§ TASK STATEMENT
When you set down the entries, keep every word exactly as it is but drop the pictures.

§ SUPPLIED INFORMATION

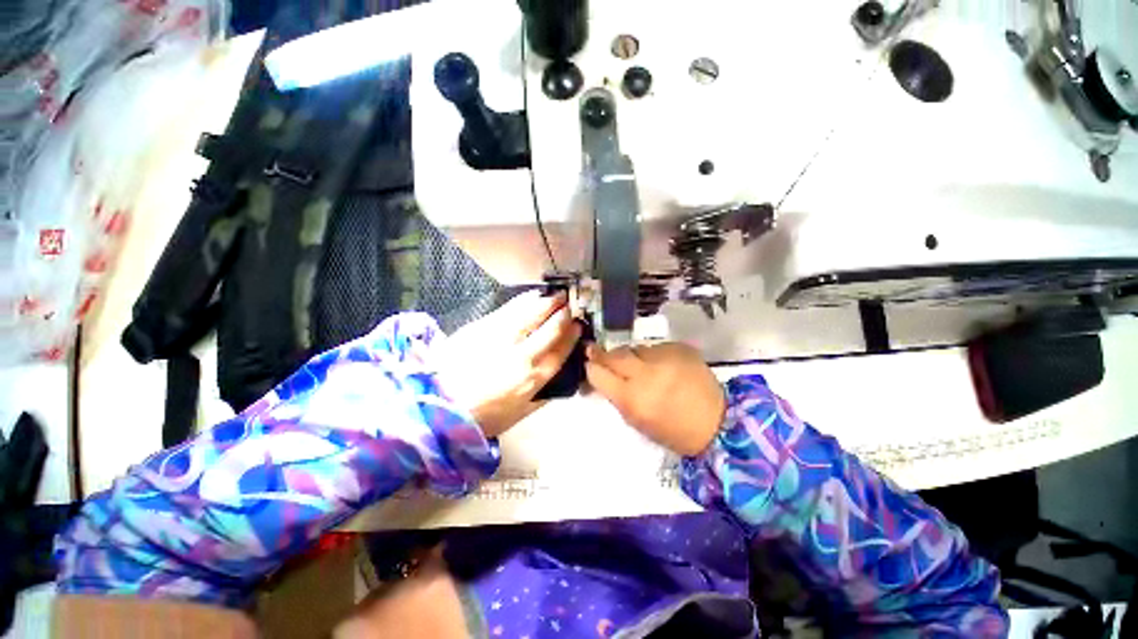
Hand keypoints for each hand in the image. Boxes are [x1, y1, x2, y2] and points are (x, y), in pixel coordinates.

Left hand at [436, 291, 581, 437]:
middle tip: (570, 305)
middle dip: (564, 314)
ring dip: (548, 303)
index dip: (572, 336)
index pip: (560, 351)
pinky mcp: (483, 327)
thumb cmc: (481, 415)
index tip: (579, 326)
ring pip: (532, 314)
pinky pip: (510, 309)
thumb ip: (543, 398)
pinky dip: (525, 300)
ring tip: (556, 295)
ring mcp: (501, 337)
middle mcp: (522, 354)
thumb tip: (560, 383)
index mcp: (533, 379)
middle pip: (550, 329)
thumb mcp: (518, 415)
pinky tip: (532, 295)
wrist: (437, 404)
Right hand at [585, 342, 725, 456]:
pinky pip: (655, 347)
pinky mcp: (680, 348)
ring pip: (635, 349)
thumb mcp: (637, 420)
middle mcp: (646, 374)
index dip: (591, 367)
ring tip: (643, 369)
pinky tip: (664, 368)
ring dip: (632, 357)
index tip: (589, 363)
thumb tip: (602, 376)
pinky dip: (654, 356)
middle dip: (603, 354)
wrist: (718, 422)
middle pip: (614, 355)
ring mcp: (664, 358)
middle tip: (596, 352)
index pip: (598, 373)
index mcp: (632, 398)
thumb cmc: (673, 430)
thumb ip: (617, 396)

§ WRITTEN ANSWER
Hand keypoints for each hand in the image. Boxes are [x1, y1, x2, y2] and points are (x, y), in pixel coordinates.

Left hand at [436, 291, 581, 437]:
middle tip: (570, 305)
middle dip: (564, 314)
ring dip: (548, 303)
index dip: (572, 336)
index pip: (560, 351)
pinky mcp: (483, 327)
thumb cmc: (481, 415)
index tip: (579, 326)
ring pip: (532, 314)
pinky pip: (510, 309)
thumb ip: (543, 398)
pinky dip: (525, 300)
ring tip: (556, 295)
ring mcp: (501, 337)
middle mcp: (522, 354)
thumb tip: (560, 383)
index mcp: (533, 379)
middle pip: (550, 329)
thumb mcp: (518, 415)
pinky tip: (532, 295)
wrist: (437, 404)
Right hand at [585, 342, 725, 456]:
pinky pip: (655, 347)
pinky mcp: (680, 348)
ring pip: (635, 349)
thumb mcp: (637, 420)
middle mcp: (646, 374)
index dip: (591, 367)
ring tip: (643, 369)
pinky tip: (664, 368)
ring dip: (632, 357)
index tip: (589, 363)
thumb tip: (602, 376)
pinky dip: (654, 356)
middle dip: (603, 354)
wrist: (718, 422)
middle pip: (614, 355)
ring mcp: (664, 358)
middle tip: (596, 352)
index pip: (598, 373)
index mcp: (632, 398)
thumb cmc: (673, 430)
thumb ip: (617, 396)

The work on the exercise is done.